Le lien entre psychologie et désordre physique est une idée développée dans les années 1980 par George Kelling. La théorie de Kelling est la suivante : la tolérance zéro sur la petite délinquance permet de lutter contre la criminalité en général, y compris contre les délits de grande envergure. L’exemple développé par Kelling est assez connu. Quelques carreaux cassés dans un building vide amènent rapidement à d’autres carreaux cassés, puis à des actes de vandalisme plus importants dans le bâtiment. Lutter contre les incivilités permet alors de prévenir d’autres actes de vandalisme et probablement même d’empêcher la montée en puissance de futurs délinquants. C’est en vertu de cette théorie que New York est devenue sous Rudy Giuliani une des villes les plus sures des Etats-Unis.
De nombreuses villes européennes, y compris Paris, se donnent pour objectif de lutter contre les incivilités afin de lutter plus généralement contre la délinquance, ce qui semble appuyer la théorie de Kelling. Il existe cependant une pluralité d'autres facteurs qui influencent la criminalité et qui sont ignorés par Kelling tels que la pauvreté, la qualité du logement et la sévérité des peines lourdes. Il y a évidemment une considération sociologique à prendre en compte et c’est dans ce cadre strict que la théorie de Kelling est crédible : un comportement en société peut être diffusé et ainsi entraîner un autre comportement. C’est précisément ce que teste l’équipe de Groningen dans plusieurs études expérimentales. Prenons deux exemples.

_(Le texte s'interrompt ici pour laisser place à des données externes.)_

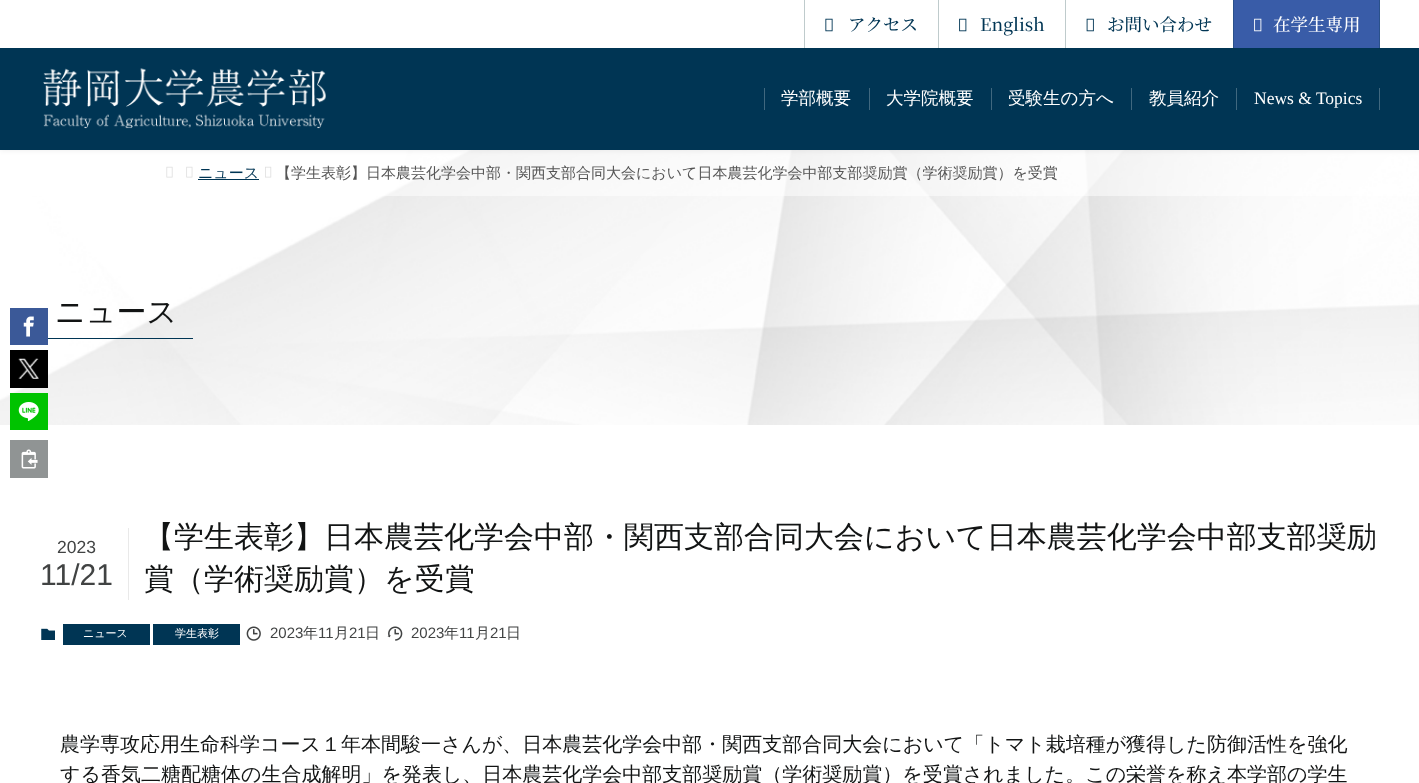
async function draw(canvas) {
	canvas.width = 1419;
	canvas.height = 783;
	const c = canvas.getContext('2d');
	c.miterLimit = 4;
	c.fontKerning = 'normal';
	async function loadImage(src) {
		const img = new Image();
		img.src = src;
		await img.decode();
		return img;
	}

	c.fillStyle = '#fff';
	c.fillRect(0, 0, 1419, 783);
	c.drawImage(await loadImage('img6.png'), 0, 150, 1419, 275);
	c.fillStyle = '#0000001f';
	c.filter = 'blur(2.5px)';
	c.beginPath();
	c.rect(0, 1, 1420, 150);
	c.fill();
	c.filter = 'none';
	for (const [x, y, w, h, color] of [
		[0, 48, 1419, 102, '#003554'],
		[0, 0, 1419, 48, '#fff'],
		[804, 0, 1, 49, '#00313340'],
	]) {
		c.fillStyle = color;
		c.fillRect(x, y, w, h);
	}
	c.drawImage(await loadImage('img1.png'), 825, 18, 8, 14);
	c.font = '500 17.5px Noto Serif JP';
	c.fillStyle = '#003554';
	c.fillText('アクセス', 848, 31);
	c.fillStyle = '#00313340';
	c.fillRect(938, 0, 1, 49);
	c.drawImage(await loadImage('img2.png'), 959, 18, 8, 14);
	c.fillStyle = '#003554';
	c.fillText('English', 980, 31);
	c.fillStyle = '#00313340';
	c.fillRect(1065, 0, 1, 49);
	c.drawImage(await loadImage('img3.png'), 1086, 18, 8, 14);
	c.fillStyle = '#003554';
	c.fillText('お問い合わせ', 1107, 31);
	c.fillStyle = '#395ca8';
	c.fillRect(1233, 0, 147, 48);
	c.fillStyle = '#00313340';
	c.fillRect(1233, 0, 1, 49);
	c.drawImage(await loadImage('img4.png'), 1254, 18, 8, 14);
	c.fillStyle = '#fff';
	c.fillText('在学生専用', 1273, 31);
	c.fillStyle = '#00313340';
	c.fillRect(1379, 0, 1, 49);
	c.drawImage(await loadImage('img5.png'), 43, 68, 283, 61);
	c.fillStyle = '#40687f';
	c.fillRect(764, 88, 1, 22);
	c.font = '500 17.5px WenQuanYi Zen Hei';
	c.fillStyle = '#fff';
	c.fillText('学部概要', 781, 104);
	c.fillStyle = '#40687f';
	c.fillRect(869, 88, 1, 22);
	c.fillStyle = '#fff';
	c.fillText('大学院概要', 886, 104);
	c.fillStyle = '#40687f';
	c.fillRect(991, 88, 1, 22);
	c.fillStyle = '#fff';
	c.fillText('受験生の方へ', 1008, 104);
	c.fillStyle = '#40687f';
	c.fillRect(1131, 88, 1, 22);
	c.fillStyle = '#fff';
	c.fillText('教員紹介', 1149, 104);
	c.fillStyle = '#40687f';
	c.fillRect(1236, 88, 1, 22);
	c.font = '17.5px Liberation Serif';
	c.fillStyle = '#fff';
	c.fillText('News & Topics', 1254, 104);
	c.fillStyle = '#40687f';
	c.fillRect(1379, 88, 1, 22);
	c.fillStyle = '#ffffff80';
	c.fillRect(0, 150, 1419, 46);
	c.drawImage(await loadImage('img7.png'), 166, 166, 7, 12);
	c.drawImage(await loadImage('img8.png'), 186, 166, 7, 12);
	c.font = '500 15px WenQuanYi Zen Hei';
	c.fillStyle = '#003554';
	c.fillText('ニュース', 198, 178);
	c.fillRect(198, 179, 61, 1);
	c.drawImage(await loadImage('img9.png'), 265, 166, 7, 12);
	c.fillStyle = '#555';
	c.fillText('【学生表彰】日本農芸化学会中部・関西支部合同大会において日本農芸化学会中部支部奨励賞（学術奨励賞）を受賞', 276, 178);
	c.fillStyle = '#003554';
	c.fillRect(40, 338, 153, 1);
	c.fillStyle = '#3b5998';
	c.fillRect(10, 308, 38, 37);
	c.drawImage(await loadImage('img10.png'), 23, 316, 11, 21);
	c.fillStyle = '#000';
	c.fillRect(10, 350, 38, 38);
	c.drawImage(await loadImage('img11.png'), 18, 358, 21, 21);
	c.fillStyle = '#00c300';
	c.fillRect(10, 393, 38, 37);
	c.drawImage(await loadImage('img12.png'), 18, 402, 21, 19);
	c.fillStyle = '#909494';
	c.fillRect(10, 440, 38, 38);
	c.drawImage(await loadImage('img13.png'), 21, 449, 17, 20);
	c.font = '500 30px WenQuanYi Zen Hei';
	c.fillStyle = '#121414';
	c.fillText('ニュース', 55, 322);
	c.fillStyle = '#e9e9e9';
	c.fillRect(128, 528, 1, 72);
	c.font = '17.5px Liberation Sans';
	c.fillStyle = '#414343';
	c.fillText('2023', 57, 553);
	c.font = '30px Liberation Sans';
	c.fillText('11/21', 40, 585);
	c.font = '500 30px WenQuanYi Zen Hei';
	c.fillStyle = '#121414';
	c.fillText('【学生表彰】日本農芸化学会中部・関西支部合同大会において日本農芸化学会中部支部奨励', 144, 547);
	c.fillText('賞（学術奨励賞）を受賞', 144, 589);
	c.drawImage(await loadImage('img14.png'), 41, 628, 14, 12);
	c.fillStyle = '#003554';
	c.fillRect(63, 624, 87, 21);
	c.font = '500 11px WenQuanYi Zen Hei';
	c.fillStyle = '#fff';
	c.fillText('ニュース', 83, 637);
	c.fillStyle = '#003554';
	c.fillRect(153, 624, 87, 21);
	c.fillStyle = '#fff';
	c.fillText('学生表彰', 175, 637);
	c.drawImage(await loadImage('img15.png'), 246, 626, 15, 15);
	c.font = '15px Liberation Sans';
	c.fillStyle = '#414343';
	c.fillText('2023', 270, 638);
	c.font = '500 15px WenQuanYi Zen Hei';
	c.fillText('年', 303, 638);
	c.font = '15px Liberation Sans';
	c.fillText('11', 318, 638);
	c.font = '500 15px WenQuanYi Zen Hei';
	c.fillText('月', 334, 638);
	c.font = '15px Liberation Sans';
	c.fillText('21', 349, 638);
	c.font = '500 15px WenQuanYi Zen Hei';
	c.fillText('日', 365, 638);
	c.drawImage(await loadImage('img16.png'), 387, 626, 16, 15);
	c.font = '15px Liberation Sans';
	c.fillText('2023', 411, 638);
	c.font = '500 15px WenQuanYi Zen Hei';
	c.fillText('年', 444, 638);
	c.font = '15px Liberation Sans';
	c.fillText('11', 459, 638);
	c.font = '500 15px WenQuanYi Zen Hei';
	c.fillText('月', 475, 638);
	c.font = '15px Liberation Sans';
	c.fillText('21', 490, 638);
	c.font = '500 15px WenQuanYi Zen Hei';
	c.fillText('日', 506, 638);
	c.font = '500 20px WenQuanYi Zen Hei';
	c.fillStyle = '#121414';
	c.fillText('農学専攻応用生命科学コース１年本間駿一さんが、日本農芸化学会中部・関西支部合同大会において「トマト栽培種が獲得した防御活性を強化', 60, 751);
	c.fillText('する香気二糖配糖体の生合成解明」を発表し、日本農芸化学会中部支部奨励賞（学術奨励賞）を受賞されました。この栄誉を称え本学部の学生', 60, 781);
}

draw(document.querySelector('canvas'));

D'abord celui de deux allées concomitantes contenant chacune deux bornes de vélos de location (type Vélib’) : une dont les murs sont repeints à neuf et une autre entièrement tagguée dans laquelle des ordures sont disposées à terre. Les deux parties de l’allée contiennent un panneau interdisant les graffitis. Sur chaque vélo, une banderole publicitaire d’une marque de sport est collée sur la borne de rattachement au vélo et doit donc être retirée au moment où le vélo est détaché pour usage. L'utilisateur du vélo a trois choix: garder la banderole (ordre), la poser sur un autre vélo ou la jeter à terre (désordre dans les deux derniers cas).
Afin de garder l’indépendance des évènements, chaque banderole jetée à terre a été systématiquement ramassée. Dans la partie du passage entièrement tagguée, 66% des utilisateurs avaient un comportement non civique. C’est deux fois plus que ceux qui utilisaient un vélo dans la partie de l’allée repeinte.
Un autre résultat significatif est celui du vol. Dans une zone considérée en désordre, un même individu a deux fois plus de chances de voler que dans une situation d'ordre. L'expérience est la suivante: une enveloppe contenant en apparence un billet de 5 euros est coincée dans la fente d'une boîte aux lettres. L'enveloppe est volée dans 13% des cas dans une condition d’ordre mais dans 25% des cas dans une condition de désordre, c'est-à-dire quand la boîte aux lettres est tagguée et que des déchets sont répartis autour. Le message est donc clair en termes de politique publique. Il faut empêcher le développement des incivilités pour lutter contre la délinquance.